▶ [WHAT YOU WILL DO]
Could you transcribe each entry below exactly, minus the images?

▶ [EXTRACTED MATERIAL]
....................

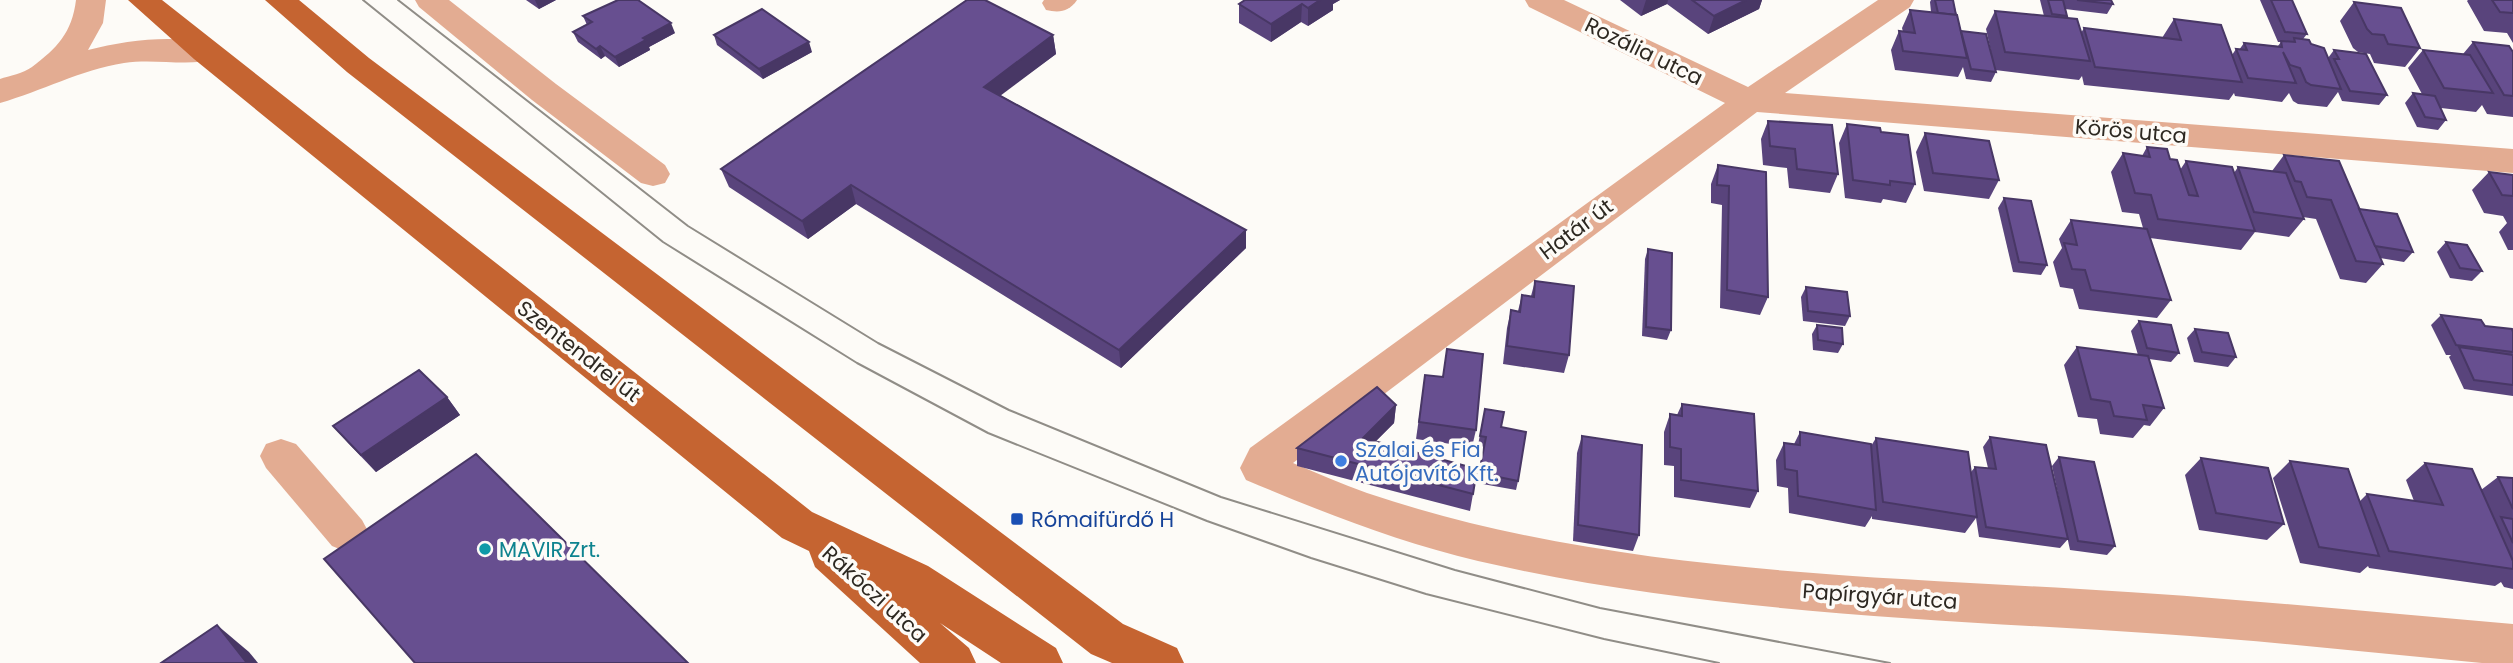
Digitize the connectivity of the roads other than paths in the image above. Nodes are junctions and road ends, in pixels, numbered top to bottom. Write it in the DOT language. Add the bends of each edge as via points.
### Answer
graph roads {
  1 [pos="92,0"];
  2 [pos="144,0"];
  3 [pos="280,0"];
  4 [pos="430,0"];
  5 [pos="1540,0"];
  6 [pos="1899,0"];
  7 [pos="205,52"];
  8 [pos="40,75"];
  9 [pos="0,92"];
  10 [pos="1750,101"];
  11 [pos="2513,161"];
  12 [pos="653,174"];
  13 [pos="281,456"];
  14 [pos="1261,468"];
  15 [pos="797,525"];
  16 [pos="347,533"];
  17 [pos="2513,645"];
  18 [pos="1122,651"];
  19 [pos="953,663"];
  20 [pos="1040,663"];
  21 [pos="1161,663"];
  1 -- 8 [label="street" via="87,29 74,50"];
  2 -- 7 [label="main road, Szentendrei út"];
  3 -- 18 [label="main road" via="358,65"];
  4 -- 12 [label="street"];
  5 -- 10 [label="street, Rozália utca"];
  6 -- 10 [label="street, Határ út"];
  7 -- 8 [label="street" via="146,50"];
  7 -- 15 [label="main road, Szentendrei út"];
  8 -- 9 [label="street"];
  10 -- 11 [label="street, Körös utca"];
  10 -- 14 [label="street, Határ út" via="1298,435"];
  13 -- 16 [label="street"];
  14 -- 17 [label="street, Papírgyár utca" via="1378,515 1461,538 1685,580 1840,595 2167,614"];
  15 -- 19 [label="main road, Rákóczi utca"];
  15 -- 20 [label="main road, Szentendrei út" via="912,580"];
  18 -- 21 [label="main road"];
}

....................

▶ [EXERCISE OUTPUT]
Digitize the connectivity of the roads other than paths in the image above. Nodes are junctions and road ends, in pixels, numbered top to bottom. Write it in the DOT language. Add the bends of each edge as via points.
### Answer
graph roads {
  1 [pos="92,0"];
  2 [pos="144,0"];
  3 [pos="280,0"];
  4 [pos="430,0"];
  5 [pos="1540,0"];
  6 [pos="1899,0"];
  7 [pos="205,52"];
  8 [pos="40,75"];
  9 [pos="0,92"];
  10 [pos="1750,101"];
  11 [pos="2513,161"];
  12 [pos="653,174"];
  13 [pos="281,456"];
  14 [pos="1261,468"];
  15 [pos="797,525"];
  16 [pos="347,533"];
  17 [pos="2513,645"];
  18 [pos="1122,651"];
  19 [pos="953,663"];
  20 [pos="1040,663"];
  21 [pos="1161,663"];
  1 -- 8 [label="street" via="87,29 74,50"];
  2 -- 7 [label="main road, Szentendrei út"];
  3 -- 18 [label="main road" via="358,65"];
  4 -- 12 [label="street"];
  5 -- 10 [label="street, Rozália utca"];
  6 -- 10 [label="street, Határ út"];
  7 -- 8 [label="street" via="146,50"];
  7 -- 15 [label="main road, Szentendrei út"];
  8 -- 9 [label="street"];
  10 -- 11 [label="street, Körös utca"];
  10 -- 14 [label="street, Határ út" via="1298,435"];
  13 -- 16 [label="street"];
  14 -- 17 [label="street, Papírgyár utca" via="1378,515 1461,538 1685,580 1840,595 2167,614"];
  15 -- 19 [label="main road, Rákóczi utca"];
  15 -- 20 [label="main road, Szentendrei út" via="912,580"];
  18 -- 21 [label="main road"];
}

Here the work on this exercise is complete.